Nestes termos, Ilídio Duarte de Carvalho terá, a partir daqui uma influente intervenção na cultura da Marinha Grande não só pelo espetáculo em si, que produzia, mas muito mais pela qualidade dos seus textos e das encenações, como ainda pela possibilidade, tolerada através do teatro, de criticar abertamente o que entendia censurável, na sociedade da Marinha Grande.
Queremos acreditar que estas foram as duas primeiras peças chamadas de "revista", que foram levadas à cena pelo teatro popular da Marinha Grande e que, por isso, representam um grande contributo para a expansão daquela atividade que se notabilizaria durante muitos anos.
A partir desta experiência, através do espírito artístico de Ilídio Duarte de Carvalho, aparece uma outra peça teatral na Marinha Grande, sob a forma de opereta, já muito bem elaborada em termos técnicos e abordando temas puramente regionalistas e populares Essa primeira peça apresentada pelo ilustre autor, intitulava-se "Coisas da Minha Terra", de grande fervor bairrista, foi representada pelo Grupo Cénico dos Bombeiros Voluntários da Marinha Grande, no Teatro Stephens, em Março de 1923.
Em "A Ceia dos Durázios", o trabalho que se seguiu, o autor experimenta a sátira ao trabalho de Júlio Dantas ("A Ceia dos Cardeais"), parodiando, no pequeno texto, a avançada idade dos príncipes da igreja.

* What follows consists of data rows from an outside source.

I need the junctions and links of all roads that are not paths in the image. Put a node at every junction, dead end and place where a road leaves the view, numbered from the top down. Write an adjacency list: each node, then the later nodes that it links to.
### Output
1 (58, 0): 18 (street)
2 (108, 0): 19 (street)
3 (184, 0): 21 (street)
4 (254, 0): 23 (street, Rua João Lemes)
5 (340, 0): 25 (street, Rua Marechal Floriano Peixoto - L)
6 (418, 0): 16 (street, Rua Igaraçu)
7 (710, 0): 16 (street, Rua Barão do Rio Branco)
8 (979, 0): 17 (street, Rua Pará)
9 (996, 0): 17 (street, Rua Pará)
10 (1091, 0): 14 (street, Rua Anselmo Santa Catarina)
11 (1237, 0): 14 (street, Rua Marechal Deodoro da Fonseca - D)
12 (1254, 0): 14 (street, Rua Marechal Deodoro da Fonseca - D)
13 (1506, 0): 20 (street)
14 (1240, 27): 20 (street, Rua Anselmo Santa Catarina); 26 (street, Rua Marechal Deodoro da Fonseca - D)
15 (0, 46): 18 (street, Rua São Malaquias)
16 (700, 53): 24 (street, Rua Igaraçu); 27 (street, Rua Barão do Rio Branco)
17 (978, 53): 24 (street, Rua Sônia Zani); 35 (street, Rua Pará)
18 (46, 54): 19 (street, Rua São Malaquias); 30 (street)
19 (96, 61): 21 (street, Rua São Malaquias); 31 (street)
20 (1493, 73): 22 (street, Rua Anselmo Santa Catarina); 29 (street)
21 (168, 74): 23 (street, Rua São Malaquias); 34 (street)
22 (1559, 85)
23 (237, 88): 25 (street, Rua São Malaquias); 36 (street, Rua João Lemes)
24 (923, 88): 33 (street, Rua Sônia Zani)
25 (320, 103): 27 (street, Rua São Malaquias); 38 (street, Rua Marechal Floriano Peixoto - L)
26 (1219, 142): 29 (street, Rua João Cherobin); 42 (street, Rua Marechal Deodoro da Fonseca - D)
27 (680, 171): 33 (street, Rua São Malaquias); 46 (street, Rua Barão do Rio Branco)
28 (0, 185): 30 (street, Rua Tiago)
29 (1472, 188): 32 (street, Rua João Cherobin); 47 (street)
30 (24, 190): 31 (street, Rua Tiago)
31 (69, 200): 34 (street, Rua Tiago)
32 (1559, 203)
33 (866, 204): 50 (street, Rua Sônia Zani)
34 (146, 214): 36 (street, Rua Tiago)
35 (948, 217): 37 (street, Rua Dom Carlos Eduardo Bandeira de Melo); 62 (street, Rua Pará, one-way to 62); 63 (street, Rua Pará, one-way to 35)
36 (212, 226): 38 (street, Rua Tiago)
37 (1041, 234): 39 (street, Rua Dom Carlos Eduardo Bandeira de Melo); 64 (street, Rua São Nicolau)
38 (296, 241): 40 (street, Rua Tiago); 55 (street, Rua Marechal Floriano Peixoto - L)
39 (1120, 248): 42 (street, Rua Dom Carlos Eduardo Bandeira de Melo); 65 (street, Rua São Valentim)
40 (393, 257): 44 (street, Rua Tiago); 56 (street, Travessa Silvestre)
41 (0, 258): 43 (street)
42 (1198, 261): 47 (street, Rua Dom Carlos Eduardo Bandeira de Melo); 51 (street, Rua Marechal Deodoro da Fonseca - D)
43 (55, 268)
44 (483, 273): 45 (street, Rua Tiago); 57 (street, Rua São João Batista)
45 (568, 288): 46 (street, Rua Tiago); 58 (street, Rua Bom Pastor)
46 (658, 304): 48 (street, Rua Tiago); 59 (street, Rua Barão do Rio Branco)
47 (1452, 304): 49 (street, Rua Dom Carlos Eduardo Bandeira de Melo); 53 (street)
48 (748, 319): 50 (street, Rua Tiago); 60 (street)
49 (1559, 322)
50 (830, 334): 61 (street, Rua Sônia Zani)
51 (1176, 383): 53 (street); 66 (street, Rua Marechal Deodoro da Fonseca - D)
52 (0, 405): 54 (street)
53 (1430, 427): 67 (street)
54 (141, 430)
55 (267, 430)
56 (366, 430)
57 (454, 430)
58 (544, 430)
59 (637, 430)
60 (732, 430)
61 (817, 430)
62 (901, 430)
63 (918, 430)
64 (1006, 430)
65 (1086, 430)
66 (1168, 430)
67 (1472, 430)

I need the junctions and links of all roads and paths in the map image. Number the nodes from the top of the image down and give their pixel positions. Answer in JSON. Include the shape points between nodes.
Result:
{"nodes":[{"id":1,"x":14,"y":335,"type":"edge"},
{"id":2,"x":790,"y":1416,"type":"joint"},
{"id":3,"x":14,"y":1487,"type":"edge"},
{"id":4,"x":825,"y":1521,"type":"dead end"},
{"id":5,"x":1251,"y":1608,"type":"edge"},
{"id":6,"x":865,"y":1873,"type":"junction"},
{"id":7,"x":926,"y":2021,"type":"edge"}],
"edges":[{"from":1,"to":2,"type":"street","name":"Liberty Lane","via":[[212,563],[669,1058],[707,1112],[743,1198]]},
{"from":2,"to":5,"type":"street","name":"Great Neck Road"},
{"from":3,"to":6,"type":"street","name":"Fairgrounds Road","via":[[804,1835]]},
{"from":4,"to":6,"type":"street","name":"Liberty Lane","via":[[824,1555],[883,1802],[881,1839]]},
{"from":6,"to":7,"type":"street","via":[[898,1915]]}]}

Como músico, Ilídio Duarte de Carvalho, que tocava habilmente a guitarra, participou na "Tuna da Fábrica Marquês de Pombal" e fez parte ainda da "Serenata Marinhense", num momento muito importante para o desenvolvimento desta faceta artística na Marinha Grande.
Como figura pública que era, Ilídio de Carvalho foi ainda Presidente da Comissão Administrativa da Câmara Municipal da Marinha Grande, de Janeiro a Junho de 1908.
Faleceu na Marinha Grande, em 9 de Março de 1925.